• [Task directions] Your job is to copy the data that follows exactly, every line included.
::: Input data :::
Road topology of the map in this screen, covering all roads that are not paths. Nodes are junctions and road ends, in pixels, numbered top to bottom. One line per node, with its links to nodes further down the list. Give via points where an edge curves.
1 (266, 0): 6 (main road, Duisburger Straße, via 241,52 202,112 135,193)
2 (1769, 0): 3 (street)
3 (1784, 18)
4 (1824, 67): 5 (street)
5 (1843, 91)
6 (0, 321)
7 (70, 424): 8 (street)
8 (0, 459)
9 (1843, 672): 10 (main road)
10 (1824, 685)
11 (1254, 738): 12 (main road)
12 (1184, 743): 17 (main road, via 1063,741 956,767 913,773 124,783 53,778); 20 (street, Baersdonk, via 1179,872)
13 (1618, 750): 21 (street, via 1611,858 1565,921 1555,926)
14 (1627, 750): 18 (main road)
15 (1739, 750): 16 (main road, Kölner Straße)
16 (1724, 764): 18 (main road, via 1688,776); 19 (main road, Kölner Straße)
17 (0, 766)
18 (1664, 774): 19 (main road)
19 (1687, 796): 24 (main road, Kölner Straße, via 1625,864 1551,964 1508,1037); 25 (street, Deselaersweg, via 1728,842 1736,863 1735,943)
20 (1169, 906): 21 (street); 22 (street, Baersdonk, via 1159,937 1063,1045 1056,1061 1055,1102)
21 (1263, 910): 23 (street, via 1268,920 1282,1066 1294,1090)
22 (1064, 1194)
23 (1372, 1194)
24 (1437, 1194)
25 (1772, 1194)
:::
• [Response area]
Road topology of the map in this screen, covering all roads that are not paths. Nodes are junctions and road ends, in pixels, numbered top to bottom. One line per node, with its links to nodes further down the list. Give via points where an edge curves.
1 (266, 0): 6 (main road, Duisburger Straße, via 241,52 202,112 135,193)
2 (1769, 0): 3 (street)
3 (1784, 18)
4 (1824, 67): 5 (street)
5 (1843, 91)
6 (0, 321)
7 (70, 424): 8 (street)
8 (0, 459)
9 (1843, 672): 10 (main road)
10 (1824, 685)
11 (1254, 738): 12 (main road)
12 (1184, 743): 17 (main road, via 1063,741 956,767 913,773 124,783 53,778); 20 (street, Baersdonk, via 1179,872)
13 (1618, 750): 21 (street, via 1611,858 1565,921 1555,926)
14 (1627, 750): 18 (main road)
15 (1739, 750): 16 (main road, Kölner Straße)
16 (1724, 764): 18 (main road, via 1688,776); 19 (main road, Kölner Straße)
17 (0, 766)
18 (1664, 774): 19 (main road)
19 (1687, 796): 24 (main road, Kölner Straße, via 1625,864 1551,964 1508,1037); 25 (street, Deselaersweg, via 1728,842 1736,863 1735,943)
20 (1169, 906): 21 (street); 22 (street, Baersdonk, via 1159,937 1063,1045 1056,1061 1055,1102)
21 (1263, 910): 23 (street, via 1268,920 1282,1066 1294,1090)
22 (1064, 1194)
23 (1372, 1194)
24 (1437, 1194)
25 (1772, 1194)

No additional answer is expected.